Но парадокс творчества Романа Полянского в том, что при всей тяге к абсурдно преподнесенной метафизике, к странному юмору, схожему со «смехом висельников», к откровенному заигрыванию с опасностью и вообще со смертью (что в жизни не раз приводило самого режиссера к скандальным ситуациям, а однажды закончилось трагическим исходом, когда банда Мэнсона расправилась с актрисой Шэрон Тейт, женой Полянского) он не очень-то верит в существование сверхъестественного. Фильмы Полянского выстроены настолько искусно и виртуозно, что даже в «Ребенке Розмари» и «Девятых вратах» не останется ни грана мистики, если трактовать их с точки зрения воспаленного воображения персонажей — беременной женщины из Нью-Йорка или излишне впечатлительного торговца антикварными книгами. Подобно тому, как Макбет, доверившись пророчеству колдуний, принимает хитроумную выходку соперников за двинувшийся на него Бирнамский лес, так и другие герои Романа Полянского (например, в «Отвращении» и «Жильце») готовы лишиться ума от того, что им померещилось. Сам же режиссер высмеял такую наивную подозрительность, граничащую с манией, еще в «Бале вампиров», где все растиражированные в литературе и кино мифы о Дракуле восприняты с пародийной издевкой.
Вселенское Зло намного реальнее и даже обыденнее, чем мы себе это представляем. Оно может таиться внутри человека, до поры до времени не ощущающего существования своего «альтер эго»; быть вполне нормальным проявлением неоднозначности человеческой натуры, склонной и к дурным поступкам, и к порочным влечениям (эта тема, начатая еще в польском дебюте «Нож в воде», варьировалась позднее в англо-французских лентах «Тэсс» и «Горькая луна»); представлять угрозу со стороны сил, вторгшихся во вроде бы уравновешенную жизнь («Тупик», «Китайский квартал», «Неистовый»). А в «Смерти и Деве», наиболее политизированной из всех работ постановщика (а ведь он всегда словно кичился своим космополитизмом и неангажированностью), нечто дьявольское приобретает конкретное воплощение в образе бывшего мучителя из застенков одной из латиноамериканских военных диктатур. И наконец, сейчас, когда Полянскому исполнилось уже 67 лет, он, в детстве прошедший через ужасы краковского гетто и издевательства немецких солдат, потерявший мать в концлагере, впервые приступает к съемкам исповедальной картины «Пианист» (кстати, она основана на воспоминаниях польского музыканта и композитора Владислава Шпильмана) об узнике, сумевшем пережить Холокост и сохранившем способность творить.
Если попытаться применить методику психоанализа, все страхи, мании и подозрения, от которых Роман Полянский стремился избавиться в своих фильмах на протяжении сорока лет, гнездятся отнюдь не в ирреальном мире, «по ту сторону добра и зла» (вспомним еще одно понятие Ницше), а в обостренных переживаниях маленького мальчика, для которого действительность оказалась хуже любого кошмара.

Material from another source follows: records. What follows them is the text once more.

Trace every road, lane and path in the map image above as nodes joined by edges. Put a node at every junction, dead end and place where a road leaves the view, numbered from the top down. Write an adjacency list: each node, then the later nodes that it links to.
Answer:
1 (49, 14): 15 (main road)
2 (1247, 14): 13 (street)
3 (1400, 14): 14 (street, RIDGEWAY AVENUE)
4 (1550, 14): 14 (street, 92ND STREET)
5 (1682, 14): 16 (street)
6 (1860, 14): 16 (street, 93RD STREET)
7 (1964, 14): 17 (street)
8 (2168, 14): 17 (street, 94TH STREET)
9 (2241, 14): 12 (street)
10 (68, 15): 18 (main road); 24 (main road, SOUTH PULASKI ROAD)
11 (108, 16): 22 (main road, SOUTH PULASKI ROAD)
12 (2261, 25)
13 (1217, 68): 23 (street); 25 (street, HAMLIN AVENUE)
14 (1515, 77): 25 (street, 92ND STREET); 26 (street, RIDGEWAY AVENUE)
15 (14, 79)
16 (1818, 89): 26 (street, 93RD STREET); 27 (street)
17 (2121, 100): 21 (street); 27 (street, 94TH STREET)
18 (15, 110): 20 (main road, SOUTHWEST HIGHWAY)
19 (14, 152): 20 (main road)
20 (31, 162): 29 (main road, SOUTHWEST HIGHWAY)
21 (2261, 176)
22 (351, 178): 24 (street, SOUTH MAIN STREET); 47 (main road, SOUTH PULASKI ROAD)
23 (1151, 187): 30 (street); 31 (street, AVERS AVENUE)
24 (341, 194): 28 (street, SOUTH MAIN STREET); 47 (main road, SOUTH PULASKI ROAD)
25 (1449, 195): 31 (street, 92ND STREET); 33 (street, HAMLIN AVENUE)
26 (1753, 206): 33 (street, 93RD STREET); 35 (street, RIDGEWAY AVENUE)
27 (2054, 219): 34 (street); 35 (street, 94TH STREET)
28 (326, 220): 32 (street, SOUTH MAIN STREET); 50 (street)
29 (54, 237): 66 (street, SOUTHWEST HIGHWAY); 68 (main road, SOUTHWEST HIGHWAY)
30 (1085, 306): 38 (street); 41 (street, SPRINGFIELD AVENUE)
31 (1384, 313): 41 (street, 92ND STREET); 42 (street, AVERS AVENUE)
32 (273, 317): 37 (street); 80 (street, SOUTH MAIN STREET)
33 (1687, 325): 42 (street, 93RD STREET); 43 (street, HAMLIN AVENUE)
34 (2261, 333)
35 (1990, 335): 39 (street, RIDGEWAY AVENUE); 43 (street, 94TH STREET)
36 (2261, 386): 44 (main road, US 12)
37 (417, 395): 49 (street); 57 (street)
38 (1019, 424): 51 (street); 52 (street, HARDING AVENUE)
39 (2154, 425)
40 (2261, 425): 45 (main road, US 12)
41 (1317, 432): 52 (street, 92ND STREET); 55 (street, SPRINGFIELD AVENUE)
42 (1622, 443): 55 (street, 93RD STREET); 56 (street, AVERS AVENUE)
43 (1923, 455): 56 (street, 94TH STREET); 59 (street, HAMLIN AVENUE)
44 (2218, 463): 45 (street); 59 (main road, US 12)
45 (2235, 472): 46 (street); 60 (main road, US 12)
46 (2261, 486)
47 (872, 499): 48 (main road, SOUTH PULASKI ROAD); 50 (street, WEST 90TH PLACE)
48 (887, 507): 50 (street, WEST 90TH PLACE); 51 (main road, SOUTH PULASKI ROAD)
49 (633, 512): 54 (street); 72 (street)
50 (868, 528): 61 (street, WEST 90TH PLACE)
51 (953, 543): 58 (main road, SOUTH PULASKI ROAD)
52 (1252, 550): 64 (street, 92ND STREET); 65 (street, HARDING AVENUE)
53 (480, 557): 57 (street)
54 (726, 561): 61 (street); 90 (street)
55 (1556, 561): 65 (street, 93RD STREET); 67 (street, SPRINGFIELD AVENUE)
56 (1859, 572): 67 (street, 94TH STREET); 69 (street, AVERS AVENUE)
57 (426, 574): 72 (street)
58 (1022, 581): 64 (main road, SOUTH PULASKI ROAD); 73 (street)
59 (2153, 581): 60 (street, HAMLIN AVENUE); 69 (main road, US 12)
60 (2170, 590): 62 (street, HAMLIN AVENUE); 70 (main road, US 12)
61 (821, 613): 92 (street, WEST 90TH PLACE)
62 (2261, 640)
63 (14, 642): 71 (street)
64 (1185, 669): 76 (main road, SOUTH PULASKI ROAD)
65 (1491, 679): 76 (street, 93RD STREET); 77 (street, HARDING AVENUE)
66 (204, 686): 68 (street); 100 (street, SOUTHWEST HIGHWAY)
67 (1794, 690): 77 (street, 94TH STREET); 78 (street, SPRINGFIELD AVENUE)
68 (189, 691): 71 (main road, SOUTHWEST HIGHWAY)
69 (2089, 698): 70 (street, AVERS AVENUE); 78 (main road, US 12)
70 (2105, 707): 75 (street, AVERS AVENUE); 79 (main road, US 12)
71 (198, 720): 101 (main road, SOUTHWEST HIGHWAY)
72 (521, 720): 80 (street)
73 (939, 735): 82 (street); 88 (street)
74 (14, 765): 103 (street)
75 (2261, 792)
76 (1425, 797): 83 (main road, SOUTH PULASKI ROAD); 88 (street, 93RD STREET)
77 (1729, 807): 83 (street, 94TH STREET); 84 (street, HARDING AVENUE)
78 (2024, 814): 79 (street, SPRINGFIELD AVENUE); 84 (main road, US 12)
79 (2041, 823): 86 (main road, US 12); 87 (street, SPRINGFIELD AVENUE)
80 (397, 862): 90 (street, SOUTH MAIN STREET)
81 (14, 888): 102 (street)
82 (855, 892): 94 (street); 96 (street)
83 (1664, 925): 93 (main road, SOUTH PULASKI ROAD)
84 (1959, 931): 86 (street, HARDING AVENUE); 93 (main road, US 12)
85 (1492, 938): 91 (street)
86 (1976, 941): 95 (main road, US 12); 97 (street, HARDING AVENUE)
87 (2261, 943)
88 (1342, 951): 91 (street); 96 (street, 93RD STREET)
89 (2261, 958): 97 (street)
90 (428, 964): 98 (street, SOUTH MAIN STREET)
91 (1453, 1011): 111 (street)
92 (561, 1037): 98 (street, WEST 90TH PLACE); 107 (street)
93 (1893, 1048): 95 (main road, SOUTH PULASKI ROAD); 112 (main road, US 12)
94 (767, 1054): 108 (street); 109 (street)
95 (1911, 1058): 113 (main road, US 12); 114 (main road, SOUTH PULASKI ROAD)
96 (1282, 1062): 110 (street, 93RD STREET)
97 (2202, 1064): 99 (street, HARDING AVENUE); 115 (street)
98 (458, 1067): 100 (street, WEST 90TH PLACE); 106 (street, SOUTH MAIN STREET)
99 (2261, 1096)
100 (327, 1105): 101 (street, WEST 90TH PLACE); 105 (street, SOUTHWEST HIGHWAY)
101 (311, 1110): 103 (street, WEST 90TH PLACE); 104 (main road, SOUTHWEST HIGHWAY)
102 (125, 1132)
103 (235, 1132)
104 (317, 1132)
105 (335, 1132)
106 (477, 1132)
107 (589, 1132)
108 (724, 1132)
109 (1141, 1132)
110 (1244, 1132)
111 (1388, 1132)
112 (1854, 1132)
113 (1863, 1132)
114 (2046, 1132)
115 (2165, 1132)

Ад, устроенный людьми на Земле, куда более безжалостен и жесток, чем все ужасающие подробности Страшного Суда или натуралистические живописания мук грешников в «геенне огненной».
Затворничество в гетто своеобразно трансформировалось в подчас навязчивое создание на экране замкнутого пространства с ограниченным числом персонажей («Отвращение», «Ребенок Розмари», «Жилец», «Смерть и Дева»). Узниками в замках чувствуют себя герои «Бала вампиров» и «Макбета». Ощущение клаустрофобии возникает даже в тех случаях, когда действие происходит вроде бы на открытой территории, чаще у моря или в море («Нож в воде», «Тупик», «Что?», «Пираты», «Горькая луна»). Даже персонажи, нормально существующие в толчее городских мегаполисов, встретившись с опасностями за пределами привычного ареала обитания, начинают испытывать своего рода агорафобию и манию преследования («Китайский квартал», «Неистовый», «Девятые врата»). Более того, какое-либо конкретное место, допустим, Чайнатаун в Лос-Анджелесе, вдруг оказывается мистически проклятым, и туда лучше вообще не соваться, дабы не попасть в лапы смерти.